* **Material supplied**:
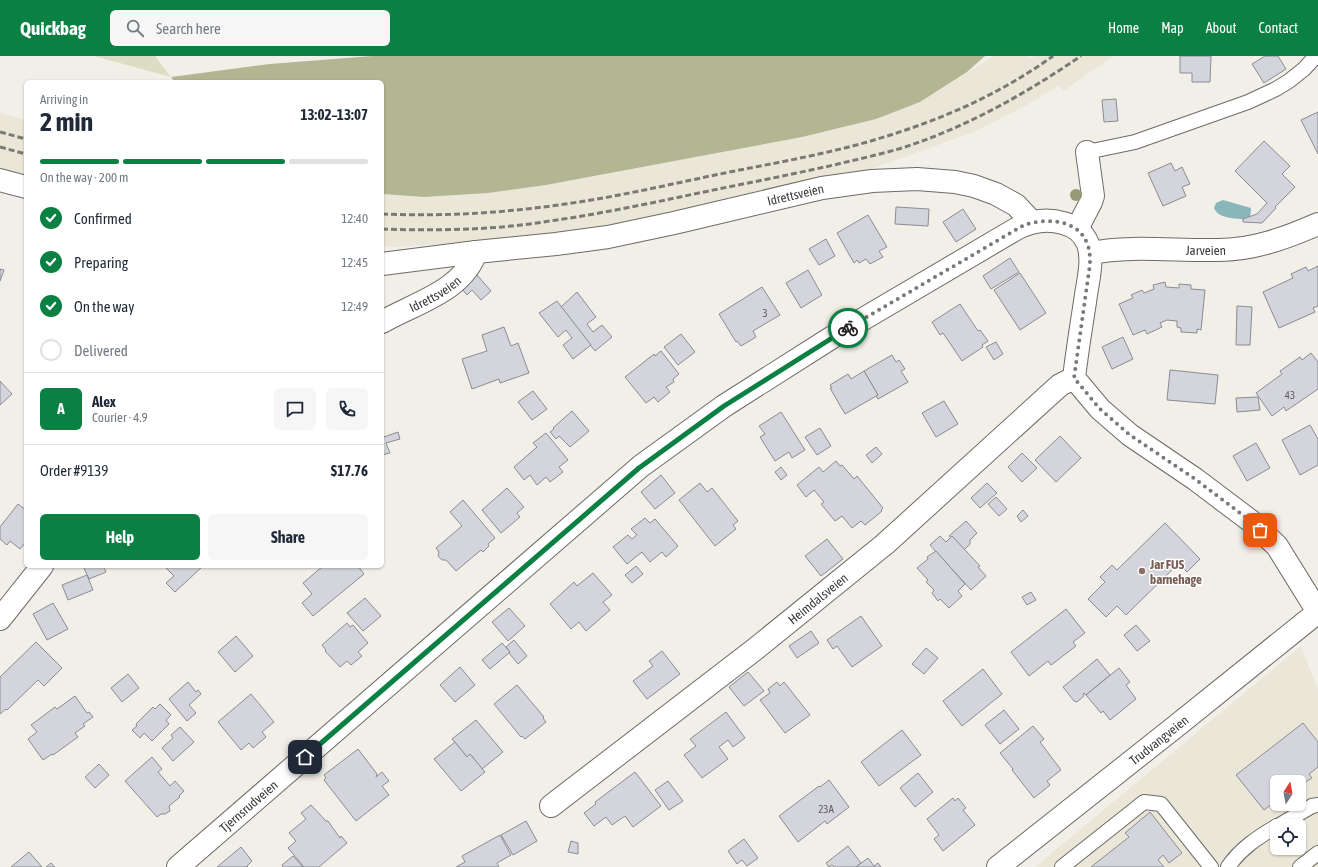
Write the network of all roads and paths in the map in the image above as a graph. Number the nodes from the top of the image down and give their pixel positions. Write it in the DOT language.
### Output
graph roads {
  1 [pos="1316,56"];
  2 [pos="1087,152"];
  3 [pos="1032,222"];
  4 [pos="1318,224"];
  5 [pos="1077,229"];
  6 [pos="476,252"];
  7 [pos="1090,252"];
  8 [pos="384,264"];
  9 [pos="384,321"];
  10 [pos="1074,378"];
  11 [pos="40,568"];
  12 [pos="1318,612"];
  13 [pos="0,619"];
  14 [pos="1318,805"];
  15 [pos="551,806"];
  16 [pos="1289,819"];
  17 [pos="1270,830"];
  18 [pos="1318,853"];
  19 [pos="178,867"];
  20 [pos="998,867"];
  21 [pos="1062,867"];
  22 [pos="1211,867"];
  23 [pos="1228,867"];
  24 [pos="1300,867"];
  1 -- 2 [label="lane"];
  2 -- 5 [label="street"];
  3 -- 5 [label="street"];
  3 -- 6 [label="street, Idrettsveien"];
  3 -- 19 [label="street, Tjernsrudveien"];
  4 -- 7 [label="street, Jarveien"];
  5 -- 7 [label="street"];
  6 -- 8 [label="street, Idrettsveien"];
  6 -- 9 [label="street, Idrettsveien"];
  7 -- 10 [label="street"];
  10 -- 12 [label="street"];
  10 -- 15 [label="street, Heimdalsveien"];
  11 -- 13 [label="street"];
  12 -- 20 [label="street, Trudvangveien"];
  14 -- 16 [label="lane"];
  17 -- 23 [label="lane"];
  18 -- 24 [label="lane"];
  21 -- 22 [label="lane"];
}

* **Your assignment**: When you return the listing, keep it exact and omit any pictures it holds.

* **Output for this task**:
Write the network of all roads and paths in the map in the image above as a graph. Number the nodes from the top of the image down and give their pixel positions. Write it in the DOT language.
### Output
graph roads {
  1 [pos="1316,56"];
  2 [pos="1087,152"];
  3 [pos="1032,222"];
  4 [pos="1318,224"];
  5 [pos="1077,229"];
  6 [pos="476,252"];
  7 [pos="1090,252"];
  8 [pos="384,264"];
  9 [pos="384,321"];
  10 [pos="1074,378"];
  11 [pos="40,568"];
  12 [pos="1318,612"];
  13 [pos="0,619"];
  14 [pos="1318,805"];
  15 [pos="551,806"];
  16 [pos="1289,819"];
  17 [pos="1270,830"];
  18 [pos="1318,853"];
  19 [pos="178,867"];
  20 [pos="998,867"];
  21 [pos="1062,867"];
  22 [pos="1211,867"];
  23 [pos="1228,867"];
  24 [pos="1300,867"];
  1 -- 2 [label="lane"];
  2 -- 5 [label="street"];
  3 -- 5 [label="street"];
  3 -- 6 [label="street, Idrettsveien"];
  3 -- 19 [label="street, Tjernsrudveien"];
  4 -- 7 [label="street, Jarveien"];
  5 -- 7 [label="street"];
  6 -- 8 [label="street, Idrettsveien"];
  6 -- 9 [label="street, Idrettsveien"];
  7 -- 10 [label="street"];
  10 -- 12 [label="street"];
  10 -- 15 [label="street, Heimdalsveien"];
  11 -- 13 [label="street"];
  12 -- 20 [label="street, Trudvangveien"];
  14 -- 16 [label="lane"];
  17 -- 23 [label="lane"];
  18 -- 24 [label="lane"];
  21 -- 22 [label="lane"];
}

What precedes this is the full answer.